**** STORED DATA

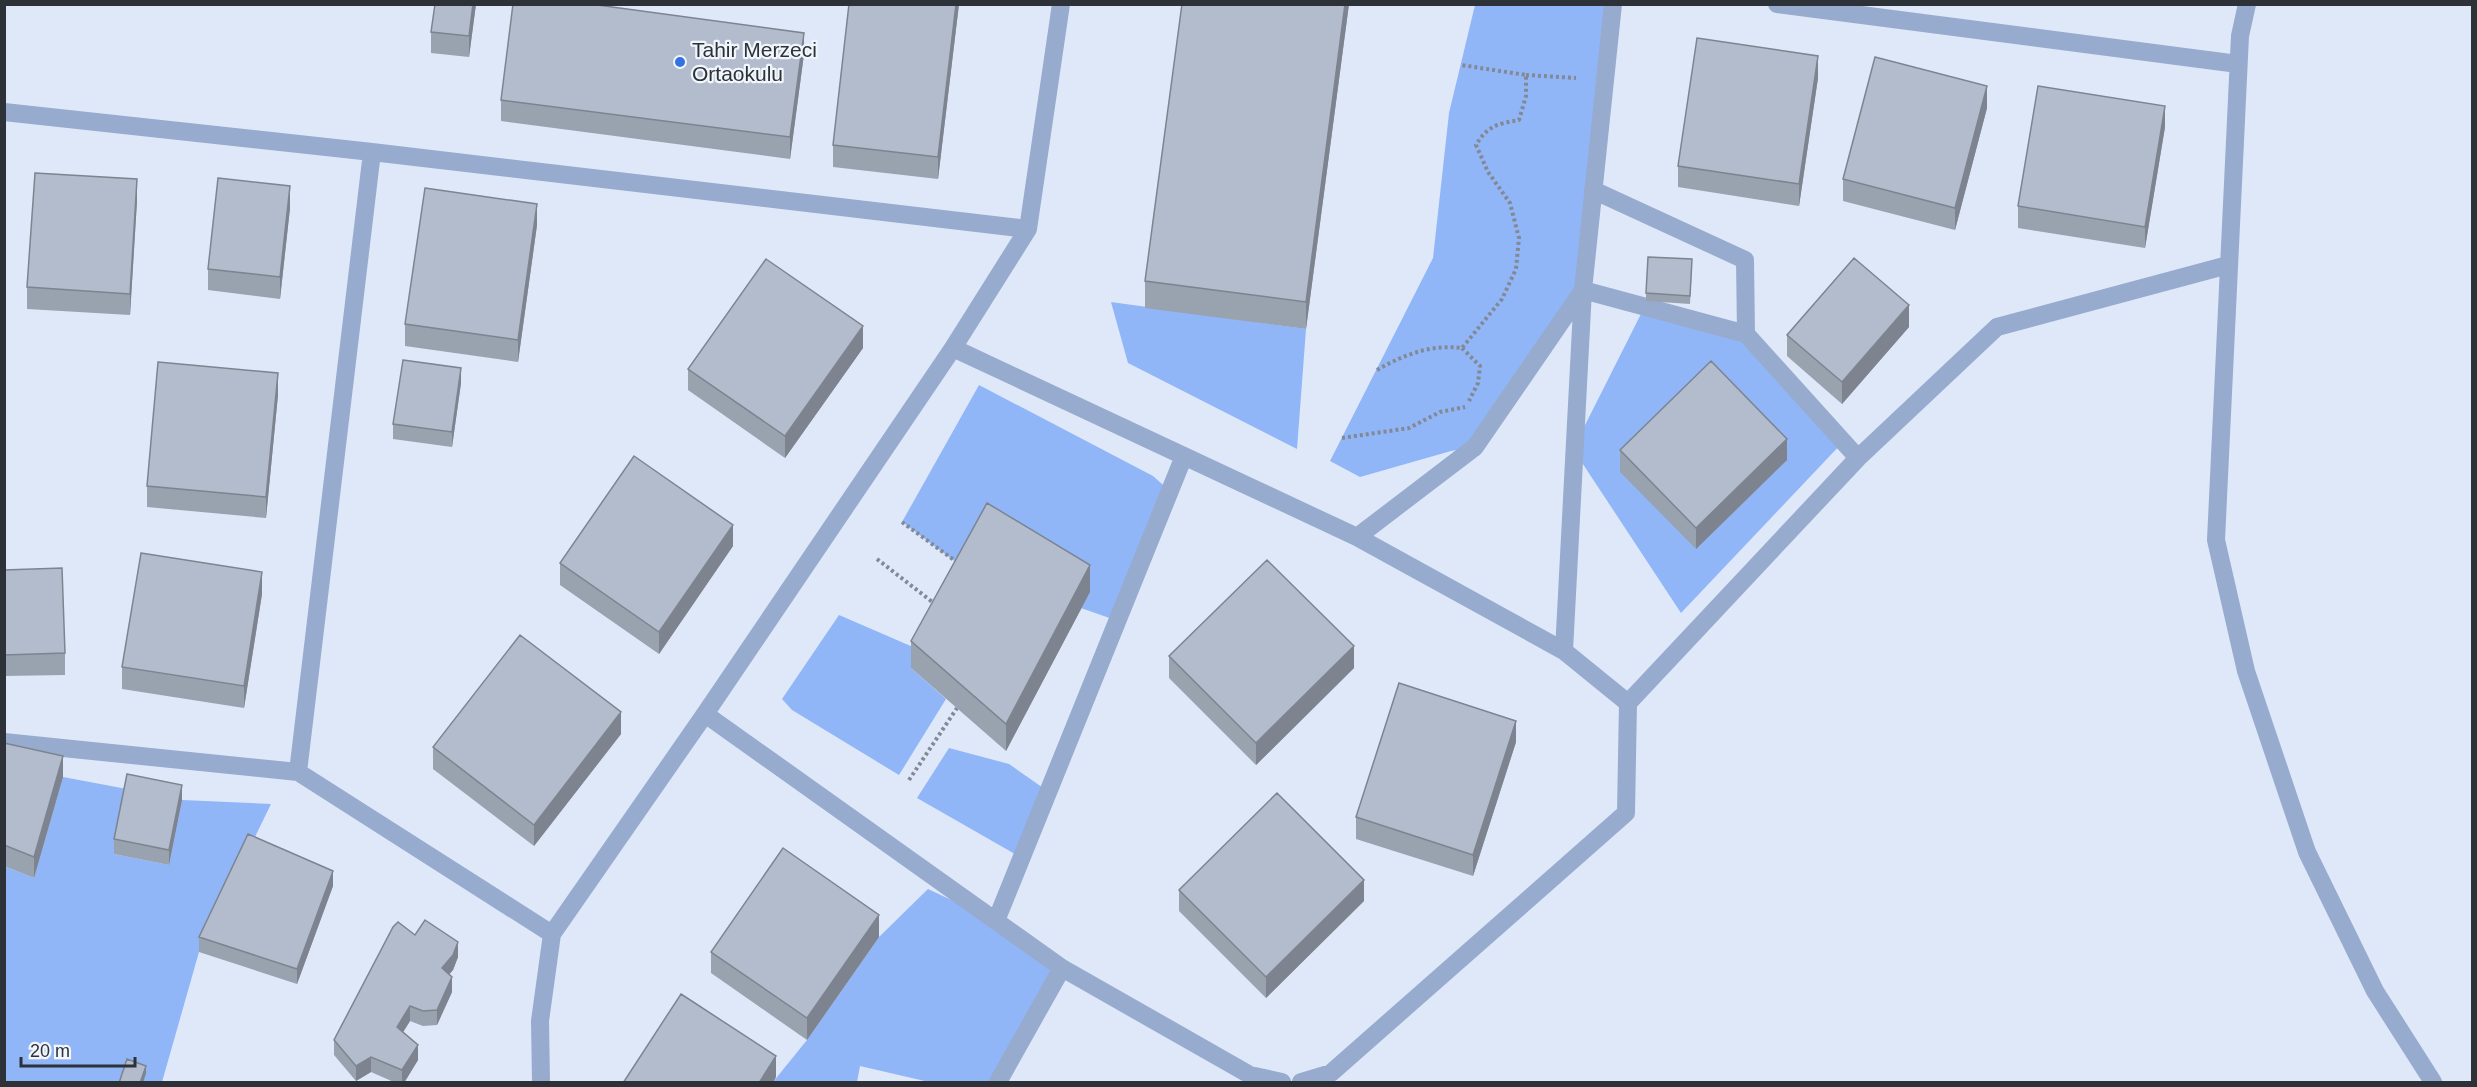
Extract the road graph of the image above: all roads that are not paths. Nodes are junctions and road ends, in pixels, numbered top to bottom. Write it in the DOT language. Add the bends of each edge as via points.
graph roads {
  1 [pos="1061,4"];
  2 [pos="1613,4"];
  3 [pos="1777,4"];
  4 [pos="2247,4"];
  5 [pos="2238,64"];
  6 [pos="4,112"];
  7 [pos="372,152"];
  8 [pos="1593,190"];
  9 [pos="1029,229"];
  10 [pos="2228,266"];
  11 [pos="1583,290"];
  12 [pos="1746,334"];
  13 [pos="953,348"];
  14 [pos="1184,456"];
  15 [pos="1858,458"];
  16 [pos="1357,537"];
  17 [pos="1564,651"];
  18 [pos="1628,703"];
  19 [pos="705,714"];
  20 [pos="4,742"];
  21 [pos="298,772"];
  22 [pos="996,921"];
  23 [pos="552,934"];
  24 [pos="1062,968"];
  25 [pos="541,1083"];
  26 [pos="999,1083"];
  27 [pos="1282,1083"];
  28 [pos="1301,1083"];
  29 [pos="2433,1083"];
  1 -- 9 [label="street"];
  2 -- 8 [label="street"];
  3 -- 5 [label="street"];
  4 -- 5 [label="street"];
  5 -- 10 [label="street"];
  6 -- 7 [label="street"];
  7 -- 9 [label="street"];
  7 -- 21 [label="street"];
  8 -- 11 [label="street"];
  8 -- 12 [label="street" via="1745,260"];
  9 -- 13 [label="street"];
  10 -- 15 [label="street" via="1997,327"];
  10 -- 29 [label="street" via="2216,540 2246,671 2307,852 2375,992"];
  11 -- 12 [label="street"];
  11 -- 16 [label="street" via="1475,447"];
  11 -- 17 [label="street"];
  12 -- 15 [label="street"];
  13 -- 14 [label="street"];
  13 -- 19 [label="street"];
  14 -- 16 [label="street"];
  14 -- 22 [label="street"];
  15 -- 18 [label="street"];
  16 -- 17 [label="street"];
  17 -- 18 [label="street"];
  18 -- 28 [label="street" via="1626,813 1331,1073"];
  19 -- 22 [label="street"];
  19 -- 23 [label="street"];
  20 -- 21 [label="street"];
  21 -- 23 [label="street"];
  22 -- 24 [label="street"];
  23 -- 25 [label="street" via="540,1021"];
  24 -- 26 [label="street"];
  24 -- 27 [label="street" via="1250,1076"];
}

********

_TASK DESCRIPTION_: Repeat all entries exactly. Skip the pictures.

_RESULT_:
Extract the road graph of the image above: all roads that are not paths. Nodes are junctions and road ends, in pixels, numbered top to bottom. Write it in the DOT language. Add the bends of each edge as via points.
graph roads {
  1 [pos="1061,4"];
  2 [pos="1613,4"];
  3 [pos="1777,4"];
  4 [pos="2247,4"];
  5 [pos="2238,64"];
  6 [pos="4,112"];
  7 [pos="372,152"];
  8 [pos="1593,190"];
  9 [pos="1029,229"];
  10 [pos="2228,266"];
  11 [pos="1583,290"];
  12 [pos="1746,334"];
  13 [pos="953,348"];
  14 [pos="1184,456"];
  15 [pos="1858,458"];
  16 [pos="1357,537"];
  17 [pos="1564,651"];
  18 [pos="1628,703"];
  19 [pos="705,714"];
  20 [pos="4,742"];
  21 [pos="298,772"];
  22 [pos="996,921"];
  23 [pos="552,934"];
  24 [pos="1062,968"];
  25 [pos="541,1083"];
  26 [pos="999,1083"];
  27 [pos="1282,1083"];
  28 [pos="1301,1083"];
  29 [pos="2433,1083"];
  1 -- 9 [label="street"];
  2 -- 8 [label="street"];
  3 -- 5 [label="street"];
  4 -- 5 [label="street"];
  5 -- 10 [label="street"];
  6 -- 7 [label="street"];
  7 -- 9 [label="street"];
  7 -- 21 [label="street"];
  8 -- 11 [label="street"];
  8 -- 12 [label="street" via="1745,260"];
  9 -- 13 [label="street"];
  10 -- 15 [label="street" via="1997,327"];
  10 -- 29 [label="street" via="2216,540 2246,671 2307,852 2375,992"];
  11 -- 12 [label="street"];
  11 -- 16 [label="street" via="1475,447"];
  11 -- 17 [label="street"];
  12 -- 15 [label="street"];
  13 -- 14 [label="street"];
  13 -- 19 [label="street"];
  14 -- 16 [label="street"];
  14 -- 22 [label="street"];
  15 -- 18 [label="street"];
  16 -- 17 [label="street"];
  17 -- 18 [label="street"];
  18 -- 28 [label="street" via="1626,813 1331,1073"];
  19 -- 22 [label="street"];
  19 -- 23 [label="street"];
  20 -- 21 [label="street"];
  21 -- 23 [label="street"];
  22 -- 24 [label="street"];
  23 -- 25 [label="street" via="540,1021"];
  24 -- 26 [label="street"];
  24 -- 27 [label="street" via="1250,1076"];
}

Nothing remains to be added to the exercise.